▶ **Problem requirements**:
Your reply should reproduce each entry exactly and contain no pictures.

:: Available data ::

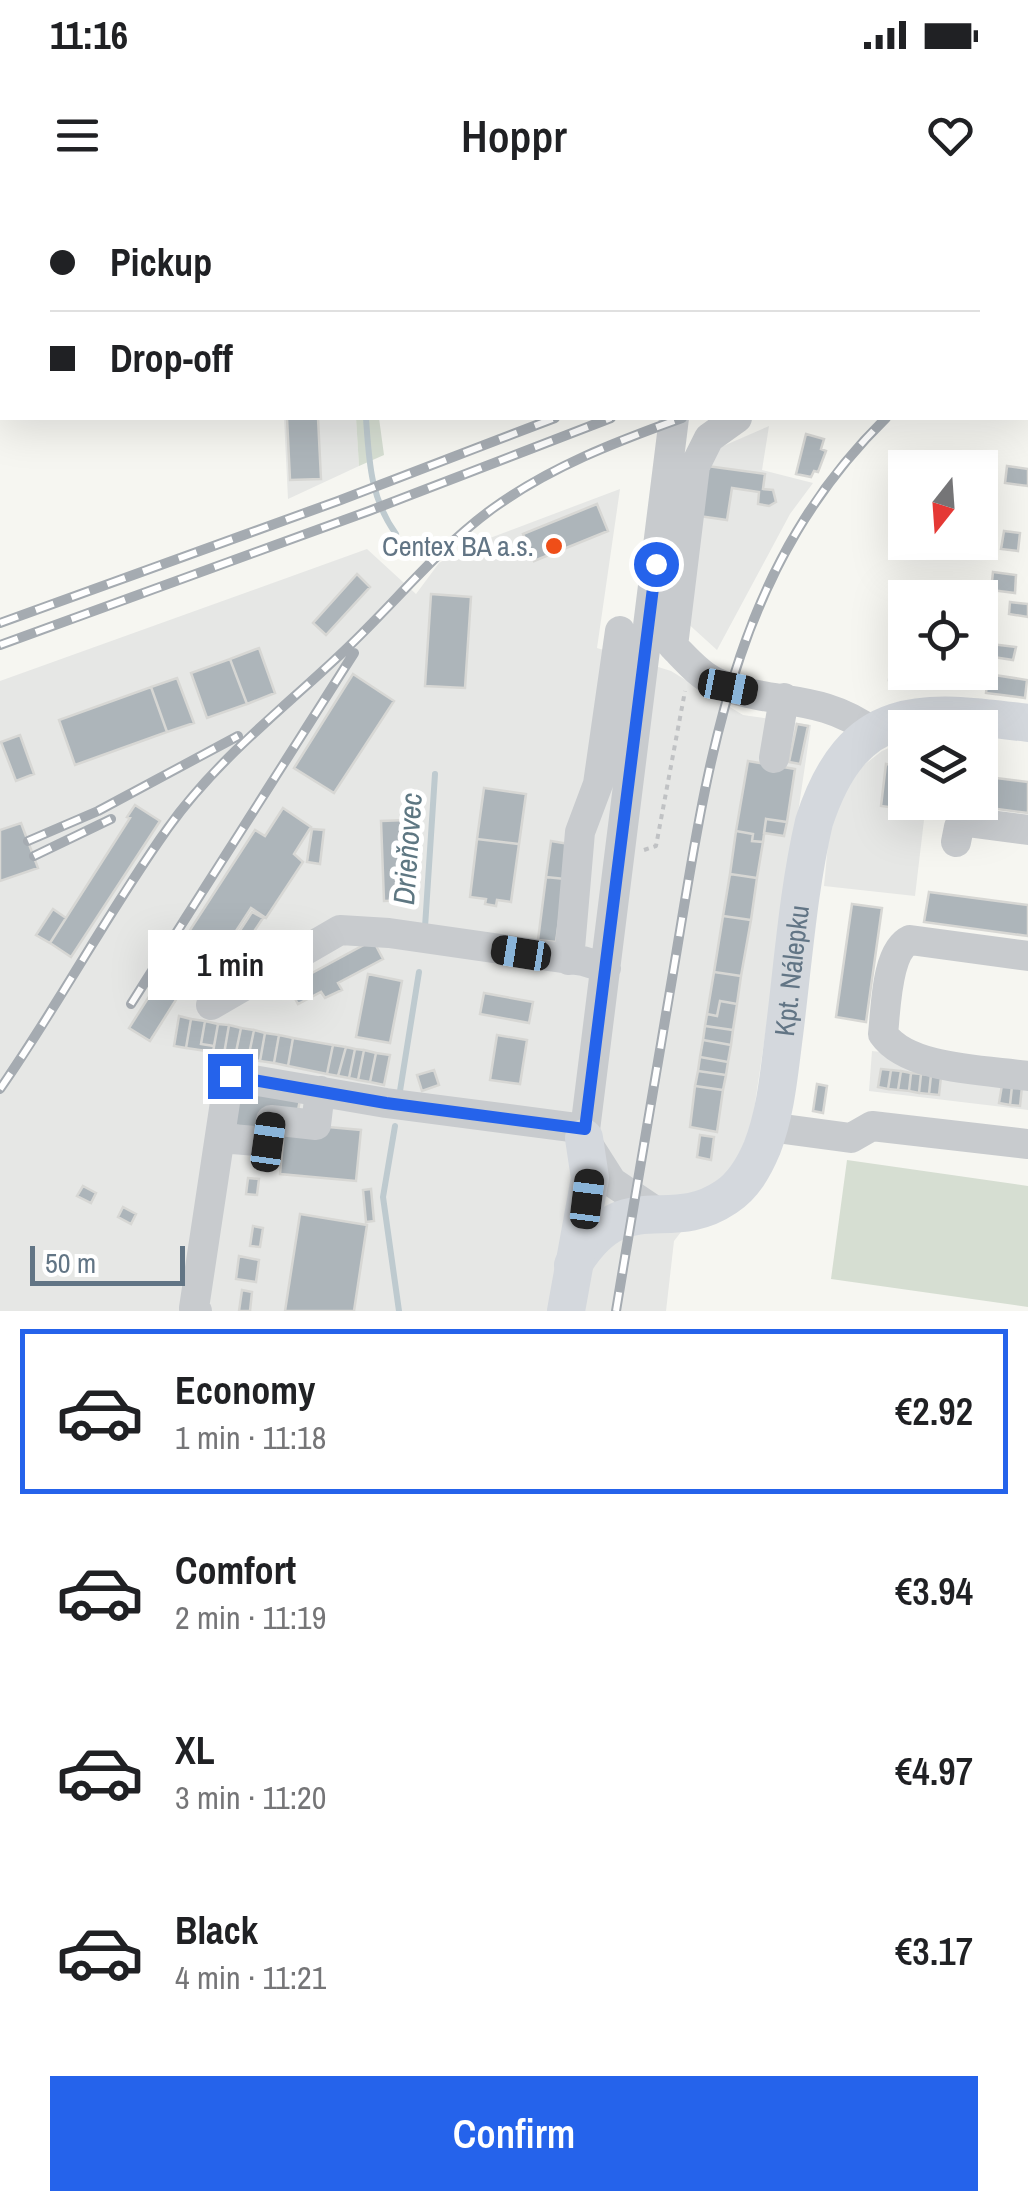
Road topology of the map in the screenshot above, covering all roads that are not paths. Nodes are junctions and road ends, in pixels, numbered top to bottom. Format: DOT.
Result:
graph roads {
  1 [pos="674,420"];
  2 [pos="735,420"];
  3 [pos="673,646"];
  4 [pos="784,698"];
  5 [pos="1028,724"];
  6 [pos="873,732"];
  7 [pos="774,758"];
  8 [pos="1028,830"];
  9 [pos="956,842"];
  10 [pos="1028,956"];
  11 [pos="568,960"];
  12 [pos="606,968"];
  13 [pos="212,1005"];
  14 [pos="1028,1076"];
  15 [pos="320,1092"];
  16 [pos="769,1127"];
  17 [pos="585,1134"];
  18 [pos="220,1138"];
  19 [pos="1028,1144"];
  20 [pos="658,1214"];
  21 [pos="573,1264"];
  22 [pos="197,1311"];
  23 [pos="566,1311"];
  1 -- 12 [label="street"];
  2 -- 3 [label="street"];
  3 -- 4 [label="street"];
  3 -- 11 [label="street"];
  4 -- 6 [label="street"];
  4 -- 7 [label="street"];
  5 -- 6 [label="main road, Kpt. Nálepku"];
  6 -- 16 [label="main road, Kpt. Nálepku"];
  8 -- 9 [label="street"];
  10 -- 14 [label="street"];
  11 -- 12 [label="street"];
  11 -- 13 [label="street"];
  12 -- 17 [label="street"];
  15 -- 17 [label="street"];
  15 -- 18 [label="street"];
  15 -- 18 [label="street"];
  16 -- 19 [label="street"];
  16 -- 20 [label="main road, Kpt. Nálepku"];
  17 -- 20 [label="street"];
  17 -- 21 [label="main road"];
  18 -- 22 [label="street"];
  20 -- 21 [label="main road, Kpt. Nálepku"];
  21 -- 23 [label="main road"];
}
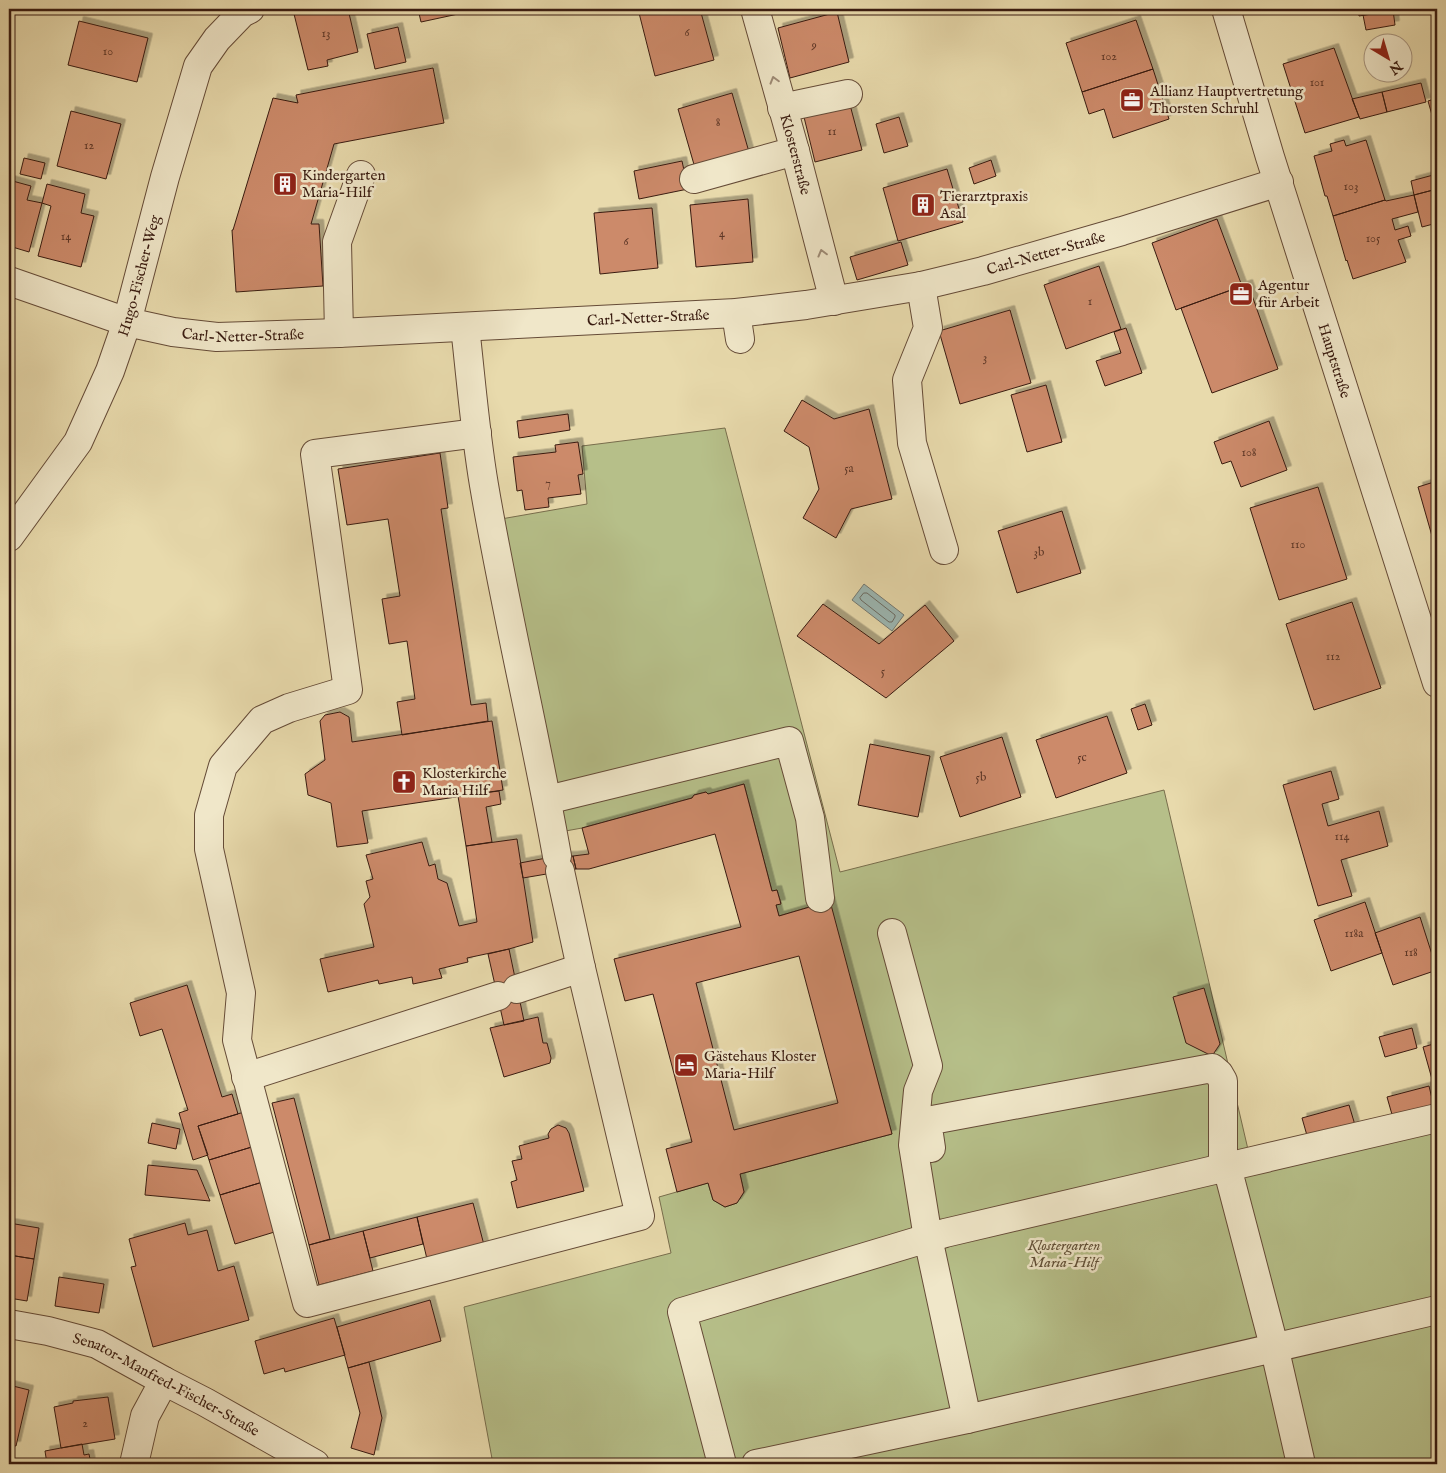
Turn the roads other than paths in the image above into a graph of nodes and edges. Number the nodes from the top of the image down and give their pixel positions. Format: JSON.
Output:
{"nodes":[{"id":1,"x":754,"y":9,"type":"edge"},
{"id":2,"x":1226,"y":9,"type":"edge"},
{"id":3,"x":244,"y":10,"type":"edge"},
{"id":4,"x":848,"y":94,"type":"dead end"},
{"id":5,"x":782,"y":108,"type":"junction"},
{"id":6,"x":795,"y":151,"type":"junction"},
{"id":7,"x":361,"y":174,"type":"dead end"},
{"id":8,"x":694,"y":179,"type":"dead end"},
{"id":9,"x":1279,"y":182,"type":"junction"},
{"id":10,"x":9,"y":281,"type":"edge"},
{"id":11,"x":921,"y":286,"type":"junction"},
{"id":12,"x":834,"y":301,"type":"junction"},
{"id":13,"x":127,"y":322,"type":"junction"},
{"id":14,"x":465,"y":327,"type":"junction"},
{"id":15,"x":339,"y":333,"type":"junction"},
{"id":16,"x":477,"y":433,"type":"junction"},
{"id":17,"x":9,"y":537,"type":"edge"},
{"id":18,"x":944,"y":550,"type":"dead end"},
{"id":19,"x":1437,"y":683,"type":"edge"},
{"id":20,"x":547,"y":800,"type":"junction"},
{"id":21,"x":820,"y":898,"type":"dead end"},
{"id":22,"x":892,"y":933,"type":"dead end"},
{"id":23,"x":580,"y":968,"type":"junction"},
{"id":24,"x":246,"y":1077,"type":"junction"},
{"id":25,"x":1437,"y":1118,"type":"edge"},
{"id":26,"x":1225,"y":1167,"type":"junction"},
{"id":27,"x":936,"y":1236,"type":"junction"},
{"id":28,"x":1437,"y":1310,"type":"edge"},
{"id":29,"x":9,"y":1324,"type":"edge"},
{"id":30,"x":1274,"y":1346,"type":"junction"},
{"id":31,"x":164,"y":1381,"type":"junction"},
{"id":32,"x":967,"y":1419,"type":"junction"},
{"id":33,"x":134,"y":1464,"type":"edge"},
{"id":34,"x":315,"y":1464,"type":"edge"},
{"id":35,"x":722,"y":1464,"type":"edge"},
{"id":36,"x":756,"y":1464,"type":"edge"},
{"id":37,"x":1301,"y":1464,"type":"edge"}],
"edges":[{"from":5,"to":1,"type":"street","name":"Klosterstraße","one_way":true},
{"from":2,"to":9,"type":"street","name":"Hauptstraße"},
{"from":3,"to":13,"type":"street","name":"Hugo-Fischer-Weg"},
{"from":4,"to":5,"type":"street"},
{"from":5,"to":6,"type":"street","name":"Klosterstraße"},
{"from":6,"to":8,"type":"street"},
{"from":12,"to":6,"type":"street","name":"Klosterstraße","one_way":true},
{"from":7,"to":15,"type":"street"},
{"from":9,"to":11,"type":"street","name":"Carl-Netter-Straße"},
{"from":9,"to":19,"type":"street","name":"Hauptstraße"},
{"from":10,"to":13,"type":"street","name":"Carl-Netter-Straße"},
{"from":11,"to":12,"type":"street","name":"Carl-Netter-Straße"},
{"from":11,"to":18,"type":"street"},
{"from":12,"to":14,"type":"street","name":"Carl-Netter-Straße"},
{"from":13,"to":15,"type":"street","name":"Carl-Netter-Straße"},
{"from":13,"to":17,"type":"street","name":"Hugo-Fischer-Weg"},
{"from":14,"to":15,"type":"street","name":"Carl-Netter-Straße"},
{"from":14,"to":16,"type":"street"},
{"from":16,"to":20,"type":"street"},
{"from":16,"to":24,"type":"street"},
{"from":20,"to":21,"type":"street"},
{"from":20,"to":23,"type":"street"},
{"from":22,"to":27,"type":"street"},
{"from":23,"to":24,"type":"street"},
{"from":23,"to":24,"type":"street"},
{"from":25,"to":26,"type":"street"},
{"from":26,"to":27,"type":"street"},
{"from":26,"to":27,"type":"street"},
{"from":26,"to":30,"type":"street"},
{"from":27,"to":32,"type":"street"},
{"from":27,"to":35,"type":"street"},
{"from":28,"to":30,"type":"street"},
{"from":29,"to":31,"type":"street","name":"Senator-Manfred-Fischer-Straße"},
{"from":30,"to":32,"type":"street"},
{"from":30,"to":37,"type":"street"},
{"from":31,"to":33,"type":"street"},
{"from":31,"to":34,"type":"street","name":"Senator-Manfred-Fischer-Straße"},
{"from":32,"to":36,"type":"street"}]}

:::

▶ **Expected answer**:
Road topology of the map in the screenshot above, covering all roads that are not paths. Nodes are junctions and road ends, in pixels, numbered top to bottom. Format: DOT.
Result:
graph roads {
  1 [pos="674,420"];
  2 [pos="735,420"];
  3 [pos="673,646"];
  4 [pos="784,698"];
  5 [pos="1028,724"];
  6 [pos="873,732"];
  7 [pos="774,758"];
  8 [pos="1028,830"];
  9 [pos="956,842"];
  10 [pos="1028,956"];
  11 [pos="568,960"];
  12 [pos="606,968"];
  13 [pos="212,1005"];
  14 [pos="1028,1076"];
  15 [pos="320,1092"];
  16 [pos="769,1127"];
  17 [pos="585,1134"];
  18 [pos="220,1138"];
  19 [pos="1028,1144"];
  20 [pos="658,1214"];
  21 [pos="573,1264"];
  22 [pos="197,1311"];
  23 [pos="566,1311"];
  1 -- 12 [label="street"];
  2 -- 3 [label="street"];
  3 -- 4 [label="street"];
  3 -- 11 [label="street"];
  4 -- 6 [label="street"];
  4 -- 7 [label="street"];
  5 -- 6 [label="main road, Kpt. Nálepku"];
  6 -- 16 [label="main road, Kpt. Nálepku"];
  8 -- 9 [label="street"];
  10 -- 14 [label="street"];
  11 -- 12 [label="street"];
  11 -- 13 [label="street"];
  12 -- 17 [label="street"];
  15 -- 17 [label="street"];
  15 -- 18 [label="street"];
  15 -- 18 [label="street"];
  16 -- 19 [label="street"];
  16 -- 20 [label="main road, Kpt. Nálepku"];
  17 -- 20 [label="street"];
  17 -- 21 [label="main road"];
  18 -- 22 [label="street"];
  20 -- 21 [label="main road, Kpt. Nálepku"];
  21 -- 23 [label="main road"];
}
Turn the roads other than paths in the image above into a graph of nodes and edges. Number the nodes from the top of the image down and give their pixel positions. Format: JSON.
Output:
{"nodes":[{"id":1,"x":754,"y":9,"type":"edge"},
{"id":2,"x":1226,"y":9,"type":"edge"},
{"id":3,"x":244,"y":10,"type":"edge"},
{"id":4,"x":848,"y":94,"type":"dead end"},
{"id":5,"x":782,"y":108,"type":"junction"},
{"id":6,"x":795,"y":151,"type":"junction"},
{"id":7,"x":361,"y":174,"type":"dead end"},
{"id":8,"x":694,"y":179,"type":"dead end"},
{"id":9,"x":1279,"y":182,"type":"junction"},
{"id":10,"x":9,"y":281,"type":"edge"},
{"id":11,"x":921,"y":286,"type":"junction"},
{"id":12,"x":834,"y":301,"type":"junction"},
{"id":13,"x":127,"y":322,"type":"junction"},
{"id":14,"x":465,"y":327,"type":"junction"},
{"id":15,"x":339,"y":333,"type":"junction"},
{"id":16,"x":477,"y":433,"type":"junction"},
{"id":17,"x":9,"y":537,"type":"edge"},
{"id":18,"x":944,"y":550,"type":"dead end"},
{"id":19,"x":1437,"y":683,"type":"edge"},
{"id":20,"x":547,"y":800,"type":"junction"},
{"id":21,"x":820,"y":898,"type":"dead end"},
{"id":22,"x":892,"y":933,"type":"dead end"},
{"id":23,"x":580,"y":968,"type":"junction"},
{"id":24,"x":246,"y":1077,"type":"junction"},
{"id":25,"x":1437,"y":1118,"type":"edge"},
{"id":26,"x":1225,"y":1167,"type":"junction"},
{"id":27,"x":936,"y":1236,"type":"junction"},
{"id":28,"x":1437,"y":1310,"type":"edge"},
{"id":29,"x":9,"y":1324,"type":"edge"},
{"id":30,"x":1274,"y":1346,"type":"junction"},
{"id":31,"x":164,"y":1381,"type":"junction"},
{"id":32,"x":967,"y":1419,"type":"junction"},
{"id":33,"x":134,"y":1464,"type":"edge"},
{"id":34,"x":315,"y":1464,"type":"edge"},
{"id":35,"x":722,"y":1464,"type":"edge"},
{"id":36,"x":756,"y":1464,"type":"edge"},
{"id":37,"x":1301,"y":1464,"type":"edge"}],
"edges":[{"from":5,"to":1,"type":"street","name":"Klosterstraße","one_way":true},
{"from":2,"to":9,"type":"street","name":"Hauptstraße"},
{"from":3,"to":13,"type":"street","name":"Hugo-Fischer-Weg"},
{"from":4,"to":5,"type":"street"},
{"from":5,"to":6,"type":"street","name":"Klosterstraße"},
{"from":6,"to":8,"type":"street"},
{"from":12,"to":6,"type":"street","name":"Klosterstraße","one_way":true},
{"from":7,"to":15,"type":"street"},
{"from":9,"to":11,"type":"street","name":"Carl-Netter-Straße"},
{"from":9,"to":19,"type":"street","name":"Hauptstraße"},
{"from":10,"to":13,"type":"street","name":"Carl-Netter-Straße"},
{"from":11,"to":12,"type":"street","name":"Carl-Netter-Straße"},
{"from":11,"to":18,"type":"street"},
{"from":12,"to":14,"type":"street","name":"Carl-Netter-Straße"},
{"from":13,"to":15,"type":"street","name":"Carl-Netter-Straße"},
{"from":13,"to":17,"type":"street","name":"Hugo-Fischer-Weg"},
{"from":14,"to":15,"type":"street","name":"Carl-Netter-Straße"},
{"from":14,"to":16,"type":"street"},
{"from":16,"to":20,"type":"street"},
{"from":16,"to":24,"type":"street"},
{"from":20,"to":21,"type":"street"},
{"from":20,"to":23,"type":"street"},
{"from":22,"to":27,"type":"street"},
{"from":23,"to":24,"type":"street"},
{"from":23,"to":24,"type":"street"},
{"from":25,"to":26,"type":"street"},
{"from":26,"to":27,"type":"street"},
{"from":26,"to":27,"type":"street"},
{"from":26,"to":30,"type":"street"},
{"from":27,"to":32,"type":"street"},
{"from":27,"to":35,"type":"street"},
{"from":28,"to":30,"type":"street"},
{"from":29,"to":31,"type":"street","name":"Senator-Manfred-Fischer-Straße"},
{"from":30,"to":32,"type":"street"},
{"from":30,"to":37,"type":"street"},
{"from":31,"to":33,"type":"street"},
{"from":31,"to":34,"type":"street","name":"Senator-Manfred-Fischer-Straße"},
{"from":32,"to":36,"type":"street"}]}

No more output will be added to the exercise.